#### [TASK PROMPT]
Each line of the data holding "Сурикова" should be found and copied.

#### [TASK DATA]
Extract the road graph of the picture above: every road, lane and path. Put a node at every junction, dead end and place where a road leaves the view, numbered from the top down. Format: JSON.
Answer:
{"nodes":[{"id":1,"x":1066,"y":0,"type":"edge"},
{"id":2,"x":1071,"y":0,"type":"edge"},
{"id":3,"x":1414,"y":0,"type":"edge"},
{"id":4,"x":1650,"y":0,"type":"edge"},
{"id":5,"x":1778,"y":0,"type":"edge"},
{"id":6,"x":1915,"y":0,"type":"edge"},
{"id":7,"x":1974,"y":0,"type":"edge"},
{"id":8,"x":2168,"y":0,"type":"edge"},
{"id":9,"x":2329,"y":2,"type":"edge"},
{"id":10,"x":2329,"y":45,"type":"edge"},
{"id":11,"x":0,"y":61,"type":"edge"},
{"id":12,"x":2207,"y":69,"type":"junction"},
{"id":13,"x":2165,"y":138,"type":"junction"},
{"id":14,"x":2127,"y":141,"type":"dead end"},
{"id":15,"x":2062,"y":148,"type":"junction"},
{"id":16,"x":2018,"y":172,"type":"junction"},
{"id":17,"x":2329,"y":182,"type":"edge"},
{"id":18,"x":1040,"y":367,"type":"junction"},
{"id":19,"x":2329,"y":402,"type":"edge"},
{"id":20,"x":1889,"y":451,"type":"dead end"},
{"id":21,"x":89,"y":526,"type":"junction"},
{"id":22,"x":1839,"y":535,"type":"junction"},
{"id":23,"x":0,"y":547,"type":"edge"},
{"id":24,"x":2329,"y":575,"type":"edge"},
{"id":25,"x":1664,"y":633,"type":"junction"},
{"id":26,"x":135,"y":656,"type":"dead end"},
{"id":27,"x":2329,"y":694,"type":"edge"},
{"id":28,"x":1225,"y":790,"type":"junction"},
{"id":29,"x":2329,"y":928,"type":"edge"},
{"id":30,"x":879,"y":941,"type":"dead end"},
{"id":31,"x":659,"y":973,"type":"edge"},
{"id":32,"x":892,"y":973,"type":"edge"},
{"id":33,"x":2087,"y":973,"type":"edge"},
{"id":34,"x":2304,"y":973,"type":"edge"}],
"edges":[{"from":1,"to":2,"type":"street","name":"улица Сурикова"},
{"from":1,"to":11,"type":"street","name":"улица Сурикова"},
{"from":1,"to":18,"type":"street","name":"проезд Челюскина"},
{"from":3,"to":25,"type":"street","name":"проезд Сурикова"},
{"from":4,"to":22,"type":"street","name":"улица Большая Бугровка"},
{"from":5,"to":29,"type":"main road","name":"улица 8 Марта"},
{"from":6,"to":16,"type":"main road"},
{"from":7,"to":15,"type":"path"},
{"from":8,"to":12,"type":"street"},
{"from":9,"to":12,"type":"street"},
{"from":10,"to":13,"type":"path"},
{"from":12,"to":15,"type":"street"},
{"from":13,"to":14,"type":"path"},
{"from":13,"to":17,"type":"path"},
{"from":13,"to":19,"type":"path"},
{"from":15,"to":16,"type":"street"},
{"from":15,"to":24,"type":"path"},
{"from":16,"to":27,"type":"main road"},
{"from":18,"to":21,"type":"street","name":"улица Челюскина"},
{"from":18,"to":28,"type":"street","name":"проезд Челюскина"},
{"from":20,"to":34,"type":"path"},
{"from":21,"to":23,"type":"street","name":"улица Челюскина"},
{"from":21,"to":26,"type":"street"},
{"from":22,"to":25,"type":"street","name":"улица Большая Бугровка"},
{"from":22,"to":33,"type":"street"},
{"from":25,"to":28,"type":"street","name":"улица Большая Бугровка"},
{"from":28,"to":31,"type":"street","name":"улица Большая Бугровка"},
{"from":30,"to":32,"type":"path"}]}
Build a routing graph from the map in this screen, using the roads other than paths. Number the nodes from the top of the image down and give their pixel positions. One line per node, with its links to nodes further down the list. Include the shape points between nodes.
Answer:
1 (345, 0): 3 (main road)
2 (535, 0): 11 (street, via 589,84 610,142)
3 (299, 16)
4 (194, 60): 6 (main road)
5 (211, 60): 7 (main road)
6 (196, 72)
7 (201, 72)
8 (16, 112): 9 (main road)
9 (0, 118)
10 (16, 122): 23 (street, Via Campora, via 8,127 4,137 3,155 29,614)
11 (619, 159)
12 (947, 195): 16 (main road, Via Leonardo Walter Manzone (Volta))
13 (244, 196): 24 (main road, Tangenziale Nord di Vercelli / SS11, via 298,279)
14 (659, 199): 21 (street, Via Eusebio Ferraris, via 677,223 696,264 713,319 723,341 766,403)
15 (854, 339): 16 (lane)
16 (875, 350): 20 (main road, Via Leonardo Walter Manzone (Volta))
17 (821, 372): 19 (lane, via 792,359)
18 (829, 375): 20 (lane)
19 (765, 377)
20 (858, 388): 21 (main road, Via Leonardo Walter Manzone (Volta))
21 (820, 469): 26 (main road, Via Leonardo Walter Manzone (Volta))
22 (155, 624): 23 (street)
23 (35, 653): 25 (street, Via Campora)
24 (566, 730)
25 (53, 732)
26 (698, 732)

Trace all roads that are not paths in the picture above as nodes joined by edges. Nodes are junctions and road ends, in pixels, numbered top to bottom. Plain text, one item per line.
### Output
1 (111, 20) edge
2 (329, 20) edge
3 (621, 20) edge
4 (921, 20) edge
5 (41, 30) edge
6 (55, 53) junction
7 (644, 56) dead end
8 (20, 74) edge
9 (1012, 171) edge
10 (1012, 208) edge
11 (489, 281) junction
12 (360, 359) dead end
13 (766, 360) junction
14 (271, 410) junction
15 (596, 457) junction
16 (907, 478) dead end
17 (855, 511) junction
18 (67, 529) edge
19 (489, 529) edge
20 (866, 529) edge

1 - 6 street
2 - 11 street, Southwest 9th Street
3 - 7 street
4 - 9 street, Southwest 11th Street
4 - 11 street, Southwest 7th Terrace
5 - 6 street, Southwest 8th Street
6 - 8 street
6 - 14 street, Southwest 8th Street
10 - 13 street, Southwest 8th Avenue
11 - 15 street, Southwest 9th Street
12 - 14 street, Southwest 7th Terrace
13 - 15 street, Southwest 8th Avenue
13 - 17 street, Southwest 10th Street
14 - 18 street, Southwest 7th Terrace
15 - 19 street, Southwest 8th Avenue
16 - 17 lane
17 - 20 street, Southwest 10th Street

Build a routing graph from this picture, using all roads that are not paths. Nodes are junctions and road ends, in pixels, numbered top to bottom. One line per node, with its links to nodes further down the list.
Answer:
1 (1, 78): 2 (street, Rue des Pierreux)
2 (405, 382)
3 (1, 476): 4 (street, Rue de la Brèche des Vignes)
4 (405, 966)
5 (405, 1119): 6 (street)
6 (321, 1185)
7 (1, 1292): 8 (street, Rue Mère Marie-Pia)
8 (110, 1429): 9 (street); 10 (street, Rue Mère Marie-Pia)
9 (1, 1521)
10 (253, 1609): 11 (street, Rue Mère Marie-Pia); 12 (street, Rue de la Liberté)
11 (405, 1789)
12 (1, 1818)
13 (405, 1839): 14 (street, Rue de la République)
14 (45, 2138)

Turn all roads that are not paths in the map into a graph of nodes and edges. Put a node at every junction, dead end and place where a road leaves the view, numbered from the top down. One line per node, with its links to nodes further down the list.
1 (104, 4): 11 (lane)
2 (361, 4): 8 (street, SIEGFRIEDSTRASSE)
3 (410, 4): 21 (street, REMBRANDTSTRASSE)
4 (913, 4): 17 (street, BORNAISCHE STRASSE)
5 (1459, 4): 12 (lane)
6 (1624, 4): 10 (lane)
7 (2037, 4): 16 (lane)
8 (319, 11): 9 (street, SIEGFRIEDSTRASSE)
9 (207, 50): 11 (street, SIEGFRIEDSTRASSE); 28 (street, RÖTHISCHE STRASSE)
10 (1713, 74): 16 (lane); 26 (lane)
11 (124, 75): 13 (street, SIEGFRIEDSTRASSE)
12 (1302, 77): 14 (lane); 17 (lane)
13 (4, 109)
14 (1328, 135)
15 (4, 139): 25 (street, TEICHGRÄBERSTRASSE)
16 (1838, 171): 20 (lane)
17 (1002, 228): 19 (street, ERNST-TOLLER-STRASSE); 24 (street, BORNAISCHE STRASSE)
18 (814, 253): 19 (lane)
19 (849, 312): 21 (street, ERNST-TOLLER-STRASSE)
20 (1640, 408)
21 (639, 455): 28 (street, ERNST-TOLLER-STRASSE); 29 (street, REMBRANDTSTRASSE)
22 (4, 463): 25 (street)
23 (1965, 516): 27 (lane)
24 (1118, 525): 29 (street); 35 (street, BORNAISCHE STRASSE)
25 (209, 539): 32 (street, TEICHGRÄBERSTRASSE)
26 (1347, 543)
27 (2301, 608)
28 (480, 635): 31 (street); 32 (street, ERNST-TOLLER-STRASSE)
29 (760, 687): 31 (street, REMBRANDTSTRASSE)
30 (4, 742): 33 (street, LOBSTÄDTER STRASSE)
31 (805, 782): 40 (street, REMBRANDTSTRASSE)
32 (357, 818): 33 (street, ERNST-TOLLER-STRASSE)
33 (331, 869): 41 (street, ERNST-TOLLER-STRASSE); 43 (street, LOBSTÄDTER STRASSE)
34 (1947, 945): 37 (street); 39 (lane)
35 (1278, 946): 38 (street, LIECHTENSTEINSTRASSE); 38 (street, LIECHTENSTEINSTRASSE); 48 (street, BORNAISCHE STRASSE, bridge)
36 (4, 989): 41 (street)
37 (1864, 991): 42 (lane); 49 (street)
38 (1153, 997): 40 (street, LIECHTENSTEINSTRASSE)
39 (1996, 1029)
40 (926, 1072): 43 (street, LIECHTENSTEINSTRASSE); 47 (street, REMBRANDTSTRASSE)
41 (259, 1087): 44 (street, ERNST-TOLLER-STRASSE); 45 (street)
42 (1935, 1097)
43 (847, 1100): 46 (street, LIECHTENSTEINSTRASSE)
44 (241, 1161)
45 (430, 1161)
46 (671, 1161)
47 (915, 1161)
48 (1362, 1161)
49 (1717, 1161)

#### [TASK RESPONSE]
"edges":[{"from":1,"to":2,"type":"street","name":"улица Сурикова"},
{"from":1,"to":11,"type":"street","name":"улица Сурикова"},
{"from":3,"to":25,"type":"street","name":"проезд Сурикова"},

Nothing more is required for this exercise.